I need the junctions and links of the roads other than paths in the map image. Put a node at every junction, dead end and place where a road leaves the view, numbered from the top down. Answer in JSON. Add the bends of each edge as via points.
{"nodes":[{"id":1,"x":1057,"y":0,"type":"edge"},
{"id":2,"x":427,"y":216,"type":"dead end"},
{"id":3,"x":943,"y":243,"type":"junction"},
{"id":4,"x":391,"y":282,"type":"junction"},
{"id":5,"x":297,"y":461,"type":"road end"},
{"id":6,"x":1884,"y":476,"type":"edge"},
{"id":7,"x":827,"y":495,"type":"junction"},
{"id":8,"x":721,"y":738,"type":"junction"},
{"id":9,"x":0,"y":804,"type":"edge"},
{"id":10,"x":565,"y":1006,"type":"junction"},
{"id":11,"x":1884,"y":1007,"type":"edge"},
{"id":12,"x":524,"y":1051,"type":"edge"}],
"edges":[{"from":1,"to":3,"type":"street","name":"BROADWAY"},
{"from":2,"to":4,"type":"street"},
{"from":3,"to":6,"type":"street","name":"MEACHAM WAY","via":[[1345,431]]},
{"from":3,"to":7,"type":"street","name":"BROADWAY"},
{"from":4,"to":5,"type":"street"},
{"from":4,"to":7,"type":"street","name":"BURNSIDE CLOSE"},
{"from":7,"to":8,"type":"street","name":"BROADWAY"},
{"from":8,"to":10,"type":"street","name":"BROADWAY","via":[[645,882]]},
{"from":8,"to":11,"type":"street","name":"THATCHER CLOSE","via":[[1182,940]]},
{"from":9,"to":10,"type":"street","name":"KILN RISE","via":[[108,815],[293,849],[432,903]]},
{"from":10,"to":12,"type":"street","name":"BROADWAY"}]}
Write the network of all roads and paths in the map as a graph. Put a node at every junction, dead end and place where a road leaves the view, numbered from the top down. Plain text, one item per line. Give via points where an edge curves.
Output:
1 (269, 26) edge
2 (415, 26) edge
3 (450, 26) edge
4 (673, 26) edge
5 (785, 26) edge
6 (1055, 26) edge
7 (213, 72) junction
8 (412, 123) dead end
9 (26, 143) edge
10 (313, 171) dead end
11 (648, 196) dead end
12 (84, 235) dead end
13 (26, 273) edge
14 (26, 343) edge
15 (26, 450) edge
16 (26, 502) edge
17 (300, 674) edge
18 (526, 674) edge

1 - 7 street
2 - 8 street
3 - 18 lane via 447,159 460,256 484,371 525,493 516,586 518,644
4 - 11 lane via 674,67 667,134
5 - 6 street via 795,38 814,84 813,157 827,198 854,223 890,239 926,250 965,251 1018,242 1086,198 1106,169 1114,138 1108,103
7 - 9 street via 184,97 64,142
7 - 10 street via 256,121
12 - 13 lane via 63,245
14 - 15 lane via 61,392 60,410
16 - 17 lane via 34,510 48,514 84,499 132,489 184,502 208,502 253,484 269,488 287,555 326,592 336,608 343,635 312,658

> _TASK GOAL_
Every entry above should be given again exactly as shown.

> _SOLVED EXERCISE_
I need the junctions and links of the roads other than paths in the map image. Put a node at every junction, dead end and place where a road leaves the view, numbered from the top down. Answer in JSON. Add the bends of each edge as via points.
{"nodes":[{"id":1,"x":1057,"y":0,"type":"edge"},
{"id":2,"x":427,"y":216,"type":"dead end"},
{"id":3,"x":943,"y":243,"type":"junction"},
{"id":4,"x":391,"y":282,"type":"junction"},
{"id":5,"x":297,"y":461,"type":"road end"},
{"id":6,"x":1884,"y":476,"type":"edge"},
{"id":7,"x":827,"y":495,"type":"junction"},
{"id":8,"x":721,"y":738,"type":"junction"},
{"id":9,"x":0,"y":804,"type":"edge"},
{"id":10,"x":565,"y":1006,"type":"junction"},
{"id":11,"x":1884,"y":1007,"type":"edge"},
{"id":12,"x":524,"y":1051,"type":"edge"}],
"edges":[{"from":1,"to":3,"type":"street","name":"BROADWAY"},
{"from":2,"to":4,"type":"street"},
{"from":3,"to":6,"type":"street","name":"MEACHAM WAY","via":[[1345,431]]},
{"from":3,"to":7,"type":"street","name":"BROADWAY"},
{"from":4,"to":5,"type":"street"},
{"from":4,"to":7,"type":"street","name":"BURNSIDE CLOSE"},
{"from":7,"to":8,"type":"street","name":"BROADWAY"},
{"from":8,"to":10,"type":"street","name":"BROADWAY","via":[[645,882]]},
{"from":8,"to":11,"type":"street","name":"THATCHER CLOSE","via":[[1182,940]]},
{"from":9,"to":10,"type":"street","name":"KILN RISE","via":[[108,815],[293,849],[432,903]]},
{"from":10,"to":12,"type":"street","name":"BROADWAY"}]}
Write the network of all roads and paths in the map as a graph. Put a node at every junction, dead end and place where a road leaves the view, numbered from the top down. Plain text, one item per line. Give via points where an edge curves.
Output:
1 (269, 26) edge
2 (415, 26) edge
3 (450, 26) edge
4 (673, 26) edge
5 (785, 26) edge
6 (1055, 26) edge
7 (213, 72) junction
8 (412, 123) dead end
9 (26, 143) edge
10 (313, 171) dead end
11 (648, 196) dead end
12 (84, 235) dead end
13 (26, 273) edge
14 (26, 343) edge
15 (26, 450) edge
16 (26, 502) edge
17 (300, 674) edge
18 (526, 674) edge

1 - 7 street
2 - 8 street
3 - 18 lane via 447,159 460,256 484,371 525,493 516,586 518,644
4 - 11 lane via 674,67 667,134
5 - 6 street via 795,38 814,84 813,157 827,198 854,223 890,239 926,250 965,251 1018,242 1086,198 1106,169 1114,138 1108,103
7 - 9 street via 184,97 64,142
7 - 10 street via 256,121
12 - 13 lane via 63,245
14 - 15 lane via 61,392 60,410
16 - 17 lane via 34,510 48,514 84,499 132,489 184,502 208,502 253,484 269,488 287,555 326,592 336,608 343,635 312,658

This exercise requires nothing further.